* _PROMPT_
Set out each line from the following listing that includes the word "links".

* _DATASET EXTRACT_
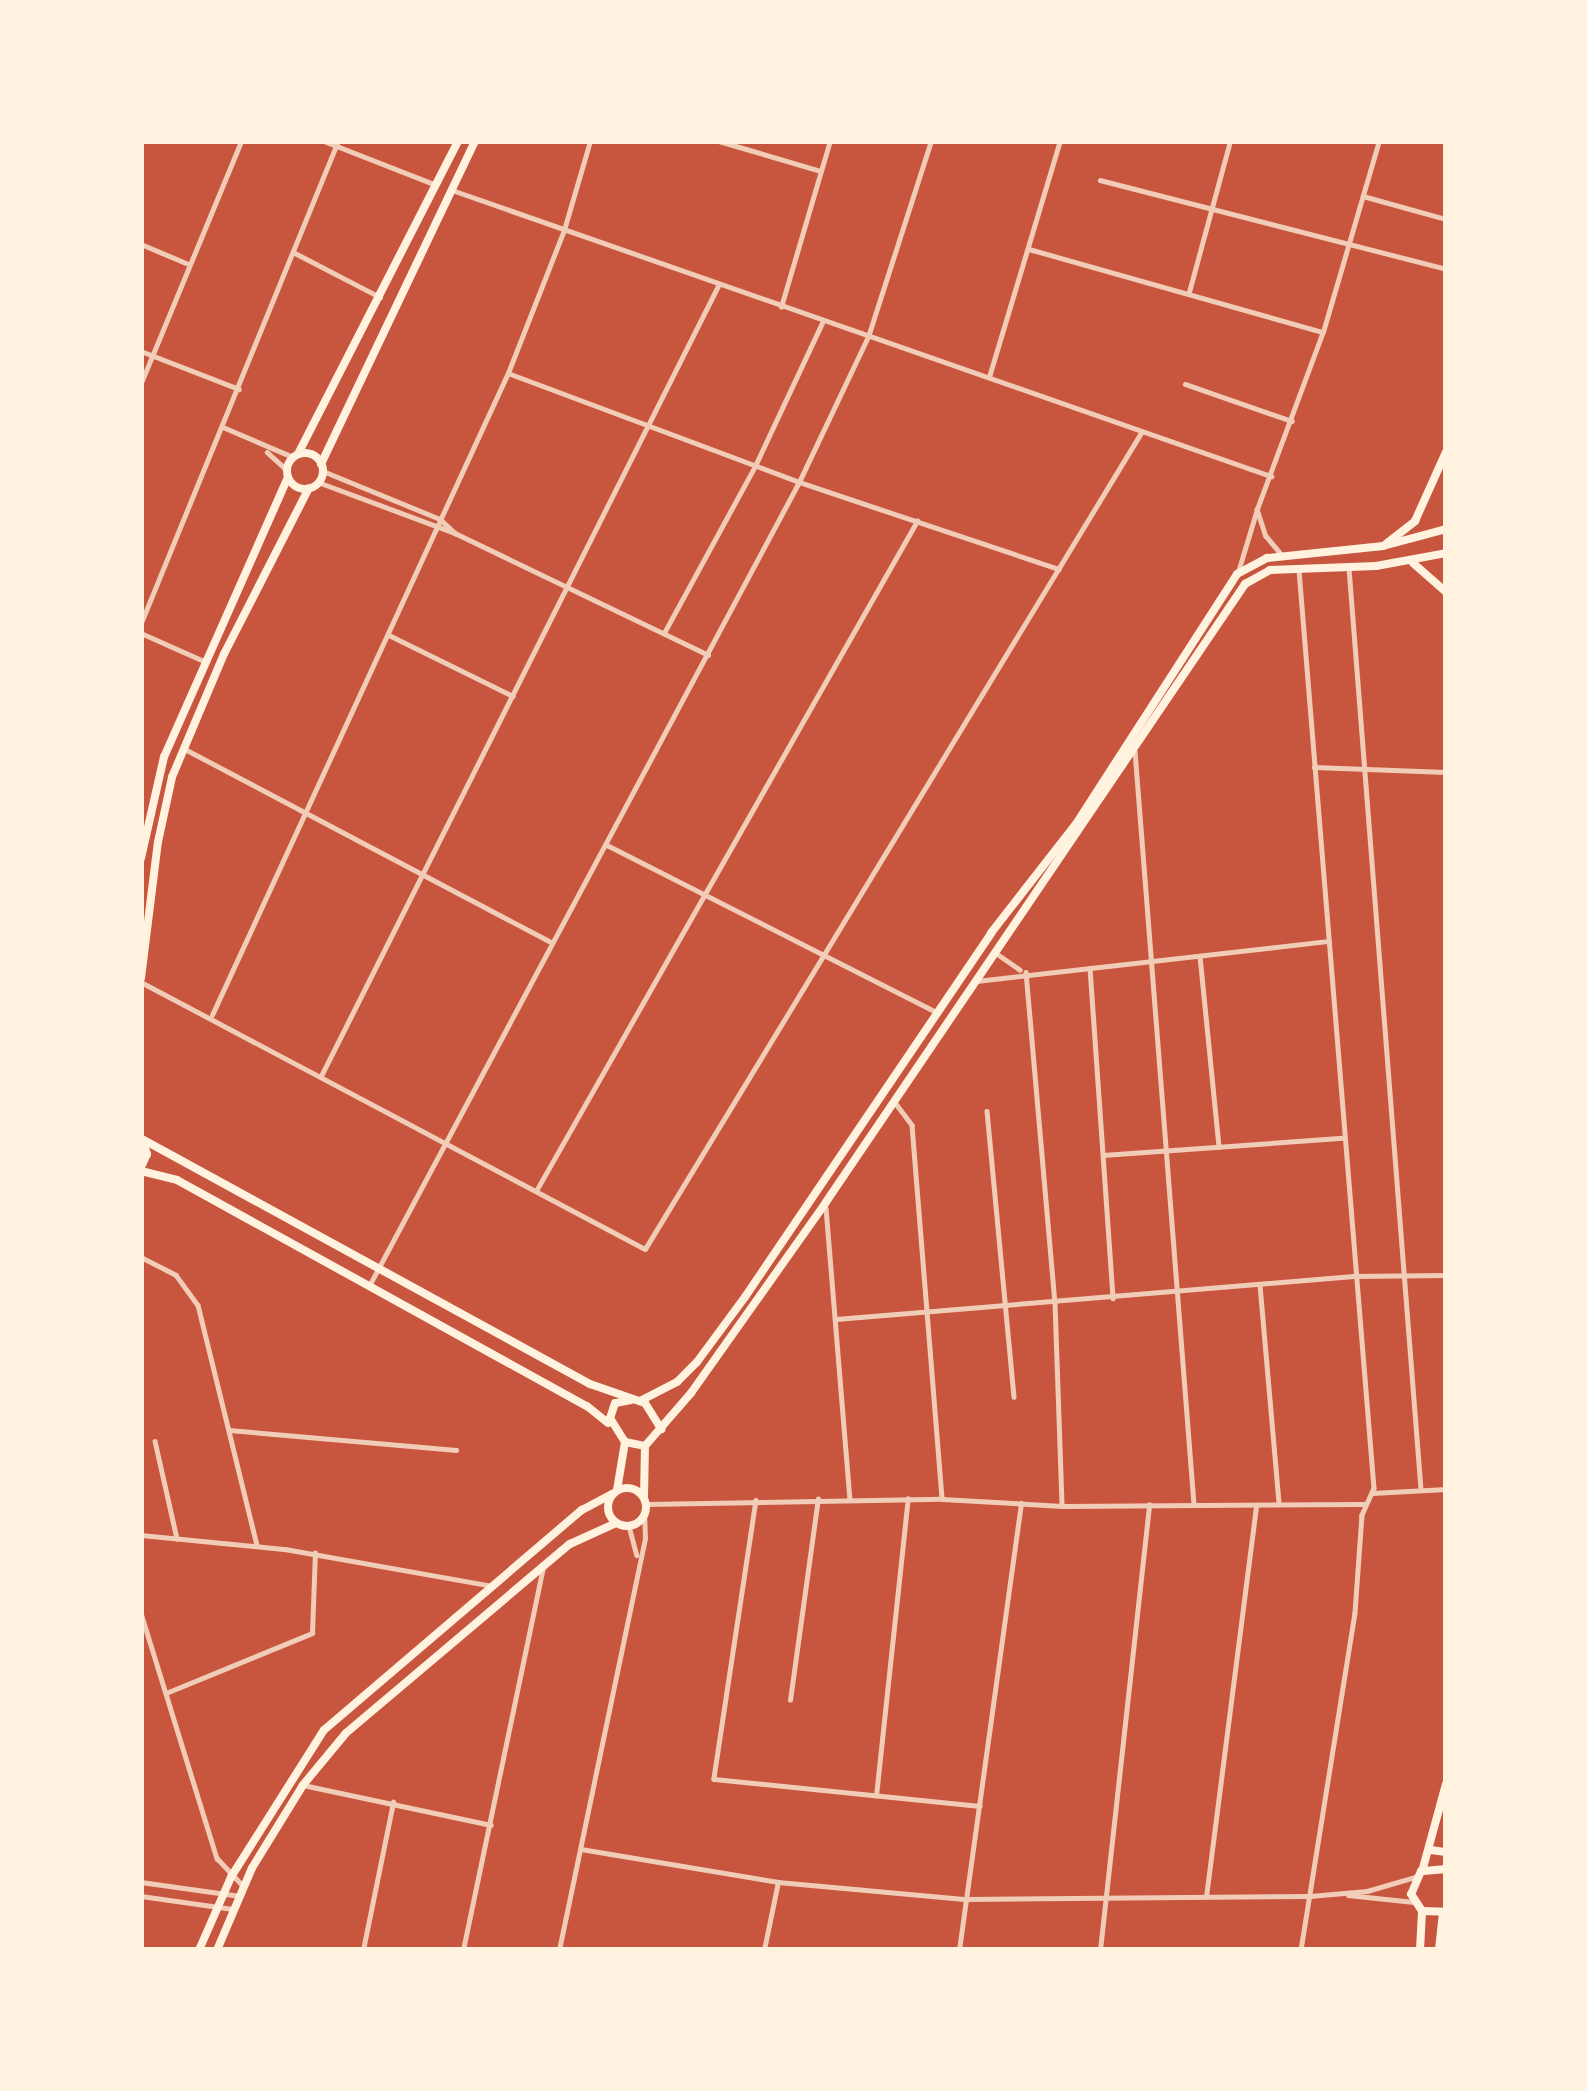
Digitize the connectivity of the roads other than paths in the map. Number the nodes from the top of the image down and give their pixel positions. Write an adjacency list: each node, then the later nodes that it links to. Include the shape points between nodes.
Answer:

---

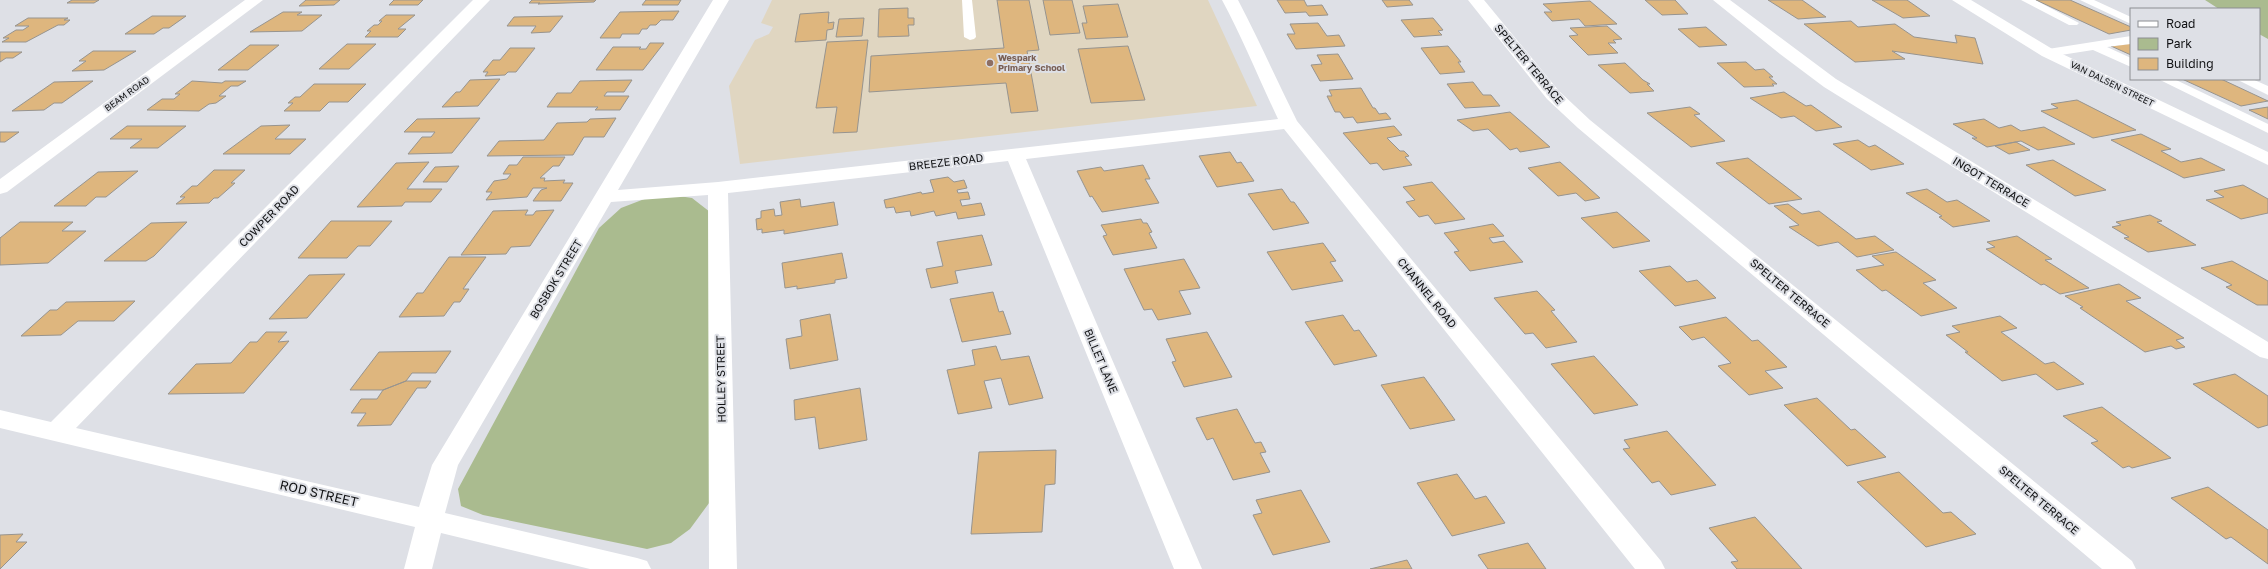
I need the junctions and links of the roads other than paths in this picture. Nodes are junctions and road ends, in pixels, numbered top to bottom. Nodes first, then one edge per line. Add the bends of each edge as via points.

* _RESULT FOR THIS TASK_
Digitize the connectivity of the roads other than paths in the map. Number the nodes from the top of the image down and give their pixel positions. Write an adjacency list: each node, then the later nodes that it links to. Include the shape points between nodes.
I need the junctions and links of the roads other than paths in this picture. Nodes are junctions and road ends, in pixels, numbered top to bottom. Nodes first, then one edge per line. Add the bends of each edge as via points.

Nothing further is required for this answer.